Greedy insurance salesmen preying on teachers, nurses and newly-redundant miners. Half a million people facing an impoverished retirement. Hundreds of millions of pounds at stake. Life insurance companies and financial advisers facing collapse because of compensation payments. And the prospect of a government embarrassed by its championing of the personal pensions revolution.
The Securities and Investments Board (SIB), the chief financial regulator, last week unleashed a whirlwind that looks likely to uncover the costliest mess in the tarnished history of the financial services industry. Compensation for pension problems will make home income plans look like a flea bite.
That, at least, was the picture painted by a week of alarming headlines. But it may not be quite that simple.
Take the case of the redundant miners. Thousands of them have transferred their benefits to personal pensions, despite advice from a leading firm of financial consultants that they would be better off staying in the Mineworkers' Pension Scheme, which is widely recognised as one of the best and most generous in the country.
The scheme's trustees contracted WM Mercer to advise miners about a year ago, concerned at the flood of members transferring out of the pension fund, and at the quality of advice they were receiving from pensions salesmen.
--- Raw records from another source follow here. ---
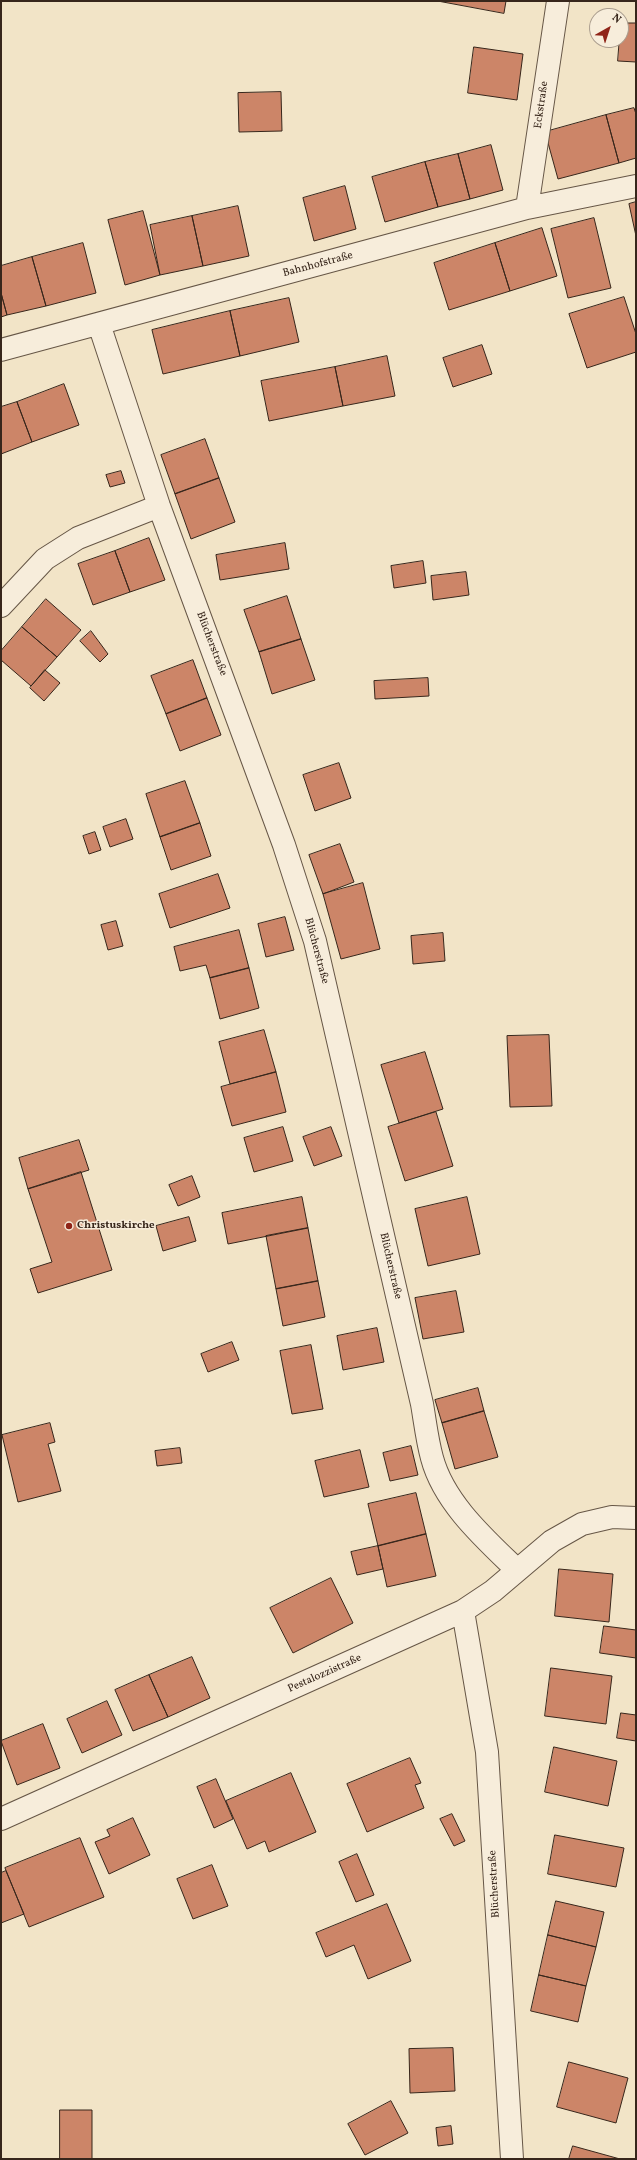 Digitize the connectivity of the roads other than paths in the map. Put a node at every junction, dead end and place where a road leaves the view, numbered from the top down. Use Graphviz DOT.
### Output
graph roads {
  1 [pos="558,1"];
  2 [pos="636,186"];
  3 [pos="527,208"];
  4 [pos="99,324"];
  5 [pos="1,350"];
  6 [pos="159,506"];
  7 [pos="1,606"];
  8 [pos="636,1518"];
  9 [pos="517,1570"];
  10 [pos="463,1611"];
  11 [pos="1,1819"];
  12 [pos="512,2159"];
  1 -- 3 [label="street, Eckstraße"];
  2 -- 3 [label="street, Bahnhofstraße"];
  3 -- 4 [label="street, Bahnhofstraße"];
  4 -- 5 [label="street, Bahnhofstraße"];
  4 -- 6 [label="street, Blücherstraße"];
  6 -- 7 [label="street"];
  6 -- 9 [label="street, Blücherstraße"];
  8 -- 9 [label="street, Pestalozzistraße"];
  9 -- 10 [label="street, Pestalozzistraße"];
  10 -- 11 [label="street, Pestalozzistraße"];
  10 -- 12 [label="street, Blücherstraße"];
}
Salesmen have targeted mining villages in the wake of the widespread pit closure programme.
A Mineworkers' Pension Scheme official said that the appointment of Mercer had stemmed the outflow of members, but that the overall impact had been disappointing. 'It has not had as much effect as we might have hoped,' the official said.
About 65,000 former miners have transferred a total of pounds 736m out of the scheme so far, most in the last couple of years. Much of the money has gone to TSB Pensions ( pounds 84m), Pearl Assurance ( pounds 61m), Prudential ( pounds 58m), Britannic Assurance ( pounds 45m) and Legal & General ( pounds 42m).
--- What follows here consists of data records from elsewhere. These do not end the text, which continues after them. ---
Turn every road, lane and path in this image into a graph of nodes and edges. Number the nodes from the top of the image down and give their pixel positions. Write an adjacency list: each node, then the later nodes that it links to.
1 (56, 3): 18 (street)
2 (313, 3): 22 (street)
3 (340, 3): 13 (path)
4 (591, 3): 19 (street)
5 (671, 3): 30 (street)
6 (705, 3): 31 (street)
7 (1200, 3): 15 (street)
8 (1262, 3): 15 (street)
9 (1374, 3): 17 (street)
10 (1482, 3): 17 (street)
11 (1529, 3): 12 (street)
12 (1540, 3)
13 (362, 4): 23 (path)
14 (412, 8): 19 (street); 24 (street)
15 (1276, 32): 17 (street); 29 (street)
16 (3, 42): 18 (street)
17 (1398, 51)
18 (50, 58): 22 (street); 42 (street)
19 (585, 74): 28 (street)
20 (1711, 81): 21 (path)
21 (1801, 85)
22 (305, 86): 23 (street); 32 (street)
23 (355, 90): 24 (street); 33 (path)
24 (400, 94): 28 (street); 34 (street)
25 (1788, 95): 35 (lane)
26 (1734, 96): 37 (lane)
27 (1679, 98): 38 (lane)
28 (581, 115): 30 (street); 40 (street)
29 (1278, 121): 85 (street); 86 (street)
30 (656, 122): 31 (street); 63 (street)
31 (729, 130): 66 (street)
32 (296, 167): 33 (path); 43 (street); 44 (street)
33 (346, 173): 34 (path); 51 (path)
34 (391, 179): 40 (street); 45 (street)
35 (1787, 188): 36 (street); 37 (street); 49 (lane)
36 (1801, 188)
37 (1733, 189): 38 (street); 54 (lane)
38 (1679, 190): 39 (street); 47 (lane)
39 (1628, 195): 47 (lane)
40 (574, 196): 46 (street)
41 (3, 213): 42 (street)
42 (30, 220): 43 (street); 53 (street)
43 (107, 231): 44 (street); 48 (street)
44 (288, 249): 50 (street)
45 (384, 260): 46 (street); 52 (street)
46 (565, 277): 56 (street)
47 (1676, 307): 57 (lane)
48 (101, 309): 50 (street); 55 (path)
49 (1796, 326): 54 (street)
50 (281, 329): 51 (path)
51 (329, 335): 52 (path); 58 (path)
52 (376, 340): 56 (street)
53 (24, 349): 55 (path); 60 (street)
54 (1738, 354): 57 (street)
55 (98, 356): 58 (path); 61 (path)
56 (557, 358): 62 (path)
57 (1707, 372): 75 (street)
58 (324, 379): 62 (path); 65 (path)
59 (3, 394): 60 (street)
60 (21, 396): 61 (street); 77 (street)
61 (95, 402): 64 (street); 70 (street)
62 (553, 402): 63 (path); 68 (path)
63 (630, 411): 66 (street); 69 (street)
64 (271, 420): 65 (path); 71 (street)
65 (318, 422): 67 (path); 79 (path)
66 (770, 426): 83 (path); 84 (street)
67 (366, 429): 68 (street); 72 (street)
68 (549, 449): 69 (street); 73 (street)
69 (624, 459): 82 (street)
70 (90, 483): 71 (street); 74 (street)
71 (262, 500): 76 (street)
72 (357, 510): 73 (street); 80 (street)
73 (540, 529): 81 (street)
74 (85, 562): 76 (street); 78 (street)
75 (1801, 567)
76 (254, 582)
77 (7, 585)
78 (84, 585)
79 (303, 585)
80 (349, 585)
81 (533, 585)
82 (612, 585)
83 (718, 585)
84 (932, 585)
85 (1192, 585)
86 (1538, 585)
The scheme official said some miners had regarded Mercer as a British Coal-appointed adviser, diminishing the effect of the firm's guidance. 'Their own advisers are telling them something different.'
Stewart Ritchie, director (pensions development) of Scottish Equitable, one of the largest companies in the personal pension transfer business, said one had to recognise the anger and resentment redundant workers often felt towards their former employer. 'You have to realise, a lot of the time, individuals say, 'I don't care what the figures are, I just want my money out.' It's a common reaction.'
This presents a potential nightmare for the SIB in establishing the scope of the eventual compensation. If the client's demand to be removed from his occupational pension scheme is fully documented, the financial adviser or salesmen who arranged the transfer should not be exposed to liability claims.
But early evidence suggests that many personal pension sales were made without enough records to justify the transaction in retrospect. Offered the prospect of further cash through compensation payments, pension transfer clients will have an incentive to claim they were badly advised or did not understand the consequences of their actions.
This is one of numerous complexities that the SIB will have to address during its review, which it intends to complete next July.
The SIB is concerned with potential financial harm suffered by two separate groups of personal pension policyholders: those who have 'opted out' of their occupational pension schemes, and those who have transferred the pension benefits accumulated in the pension schemes of former employers. Together they number about half a million, the overwhelming majority being transfer cases.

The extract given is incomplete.